## Material for this task
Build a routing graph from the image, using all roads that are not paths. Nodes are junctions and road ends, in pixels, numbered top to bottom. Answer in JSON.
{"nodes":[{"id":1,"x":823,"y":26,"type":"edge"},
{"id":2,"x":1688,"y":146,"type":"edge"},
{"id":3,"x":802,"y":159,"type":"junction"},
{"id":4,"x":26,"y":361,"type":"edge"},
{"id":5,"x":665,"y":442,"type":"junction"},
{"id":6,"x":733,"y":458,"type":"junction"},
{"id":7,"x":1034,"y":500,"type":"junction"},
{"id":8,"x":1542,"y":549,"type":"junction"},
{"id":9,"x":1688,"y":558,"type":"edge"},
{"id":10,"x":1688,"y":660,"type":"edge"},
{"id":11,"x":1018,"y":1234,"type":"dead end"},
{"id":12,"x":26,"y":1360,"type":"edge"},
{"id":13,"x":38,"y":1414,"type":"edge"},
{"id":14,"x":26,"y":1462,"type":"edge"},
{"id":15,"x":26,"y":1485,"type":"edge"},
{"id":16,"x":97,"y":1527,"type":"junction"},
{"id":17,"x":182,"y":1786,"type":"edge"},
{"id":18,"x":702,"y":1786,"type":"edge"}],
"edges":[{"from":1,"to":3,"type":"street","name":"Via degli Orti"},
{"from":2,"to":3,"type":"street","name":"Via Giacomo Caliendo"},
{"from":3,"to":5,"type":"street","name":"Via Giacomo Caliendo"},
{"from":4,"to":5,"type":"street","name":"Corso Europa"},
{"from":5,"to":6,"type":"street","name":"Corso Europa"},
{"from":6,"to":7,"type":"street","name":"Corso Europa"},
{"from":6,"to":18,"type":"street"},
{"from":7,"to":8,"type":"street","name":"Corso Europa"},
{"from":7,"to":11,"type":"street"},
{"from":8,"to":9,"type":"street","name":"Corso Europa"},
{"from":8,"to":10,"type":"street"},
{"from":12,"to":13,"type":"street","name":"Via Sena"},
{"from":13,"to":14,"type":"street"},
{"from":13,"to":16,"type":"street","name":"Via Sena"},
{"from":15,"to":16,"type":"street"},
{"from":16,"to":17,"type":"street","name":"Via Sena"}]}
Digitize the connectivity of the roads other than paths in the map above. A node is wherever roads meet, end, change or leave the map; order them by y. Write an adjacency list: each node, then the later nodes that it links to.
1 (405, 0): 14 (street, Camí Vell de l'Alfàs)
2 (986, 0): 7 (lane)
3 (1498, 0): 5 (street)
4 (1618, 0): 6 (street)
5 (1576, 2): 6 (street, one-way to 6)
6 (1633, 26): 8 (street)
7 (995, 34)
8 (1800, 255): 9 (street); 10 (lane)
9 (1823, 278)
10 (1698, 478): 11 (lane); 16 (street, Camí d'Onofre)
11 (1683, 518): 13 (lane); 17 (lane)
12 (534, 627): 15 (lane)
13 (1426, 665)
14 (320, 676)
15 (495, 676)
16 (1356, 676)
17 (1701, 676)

## Try it
Copy out every record above once more, precisely as written.

## Output of the task
Build a routing graph from the image, using all roads that are not paths. Nodes are junctions and road ends, in pixels, numbered top to bottom. Answer in JSON.
{"nodes":[{"id":1,"x":823,"y":26,"type":"edge"},
{"id":2,"x":1688,"y":146,"type":"edge"},
{"id":3,"x":802,"y":159,"type":"junction"},
{"id":4,"x":26,"y":361,"type":"edge"},
{"id":5,"x":665,"y":442,"type":"junction"},
{"id":6,"x":733,"y":458,"type":"junction"},
{"id":7,"x":1034,"y":500,"type":"junction"},
{"id":8,"x":1542,"y":549,"type":"junction"},
{"id":9,"x":1688,"y":558,"type":"edge"},
{"id":10,"x":1688,"y":660,"type":"edge"},
{"id":11,"x":1018,"y":1234,"type":"dead end"},
{"id":12,"x":26,"y":1360,"type":"edge"},
{"id":13,"x":38,"y":1414,"type":"edge"},
{"id":14,"x":26,"y":1462,"type":"edge"},
{"id":15,"x":26,"y":1485,"type":"edge"},
{"id":16,"x":97,"y":1527,"type":"junction"},
{"id":17,"x":182,"y":1786,"type":"edge"},
{"id":18,"x":702,"y":1786,"type":"edge"}],
"edges":[{"from":1,"to":3,"type":"street","name":"Via degli Orti"},
{"from":2,"to":3,"type":"street","name":"Via Giacomo Caliendo"},
{"from":3,"to":5,"type":"street","name":"Via Giacomo Caliendo"},
{"from":4,"to":5,"type":"street","name":"Corso Europa"},
{"from":5,"to":6,"type":"street","name":"Corso Europa"},
{"from":6,"to":7,"type":"street","name":"Corso Europa"},
{"from":6,"to":18,"type":"street"},
{"from":7,"to":8,"type":"street","name":"Corso Europa"},
{"from":7,"to":11,"type":"street"},
{"from":8,"to":9,"type":"street","name":"Corso Europa"},
{"from":8,"to":10,"type":"street"},
{"from":12,"to":13,"type":"street","name":"Via Sena"},
{"from":13,"to":14,"type":"street"},
{"from":13,"to":16,"type":"street","name":"Via Sena"},
{"from":15,"to":16,"type":"street"},
{"from":16,"to":17,"type":"street","name":"Via Sena"}]}
Digitize the connectivity of the roads other than paths in the map above. A node is wherever roads meet, end, change or leave the map; order them by y. Write an adjacency list: each node, then the later nodes that it links to.
1 (405, 0): 14 (street, Camí Vell de l'Alfàs)
2 (986, 0): 7 (lane)
3 (1498, 0): 5 (street)
4 (1618, 0): 6 (street)
5 (1576, 2): 6 (street, one-way to 6)
6 (1633, 26): 8 (street)
7 (995, 34)
8 (1800, 255): 9 (street); 10 (lane)
9 (1823, 278)
10 (1698, 478): 11 (lane); 16 (street, Camí d'Onofre)
11 (1683, 518): 13 (lane); 17 (lane)
12 (534, 627): 15 (lane)
13 (1426, 665)
14 (320, 676)
15 (495, 676)
16 (1356, 676)
17 (1701, 676)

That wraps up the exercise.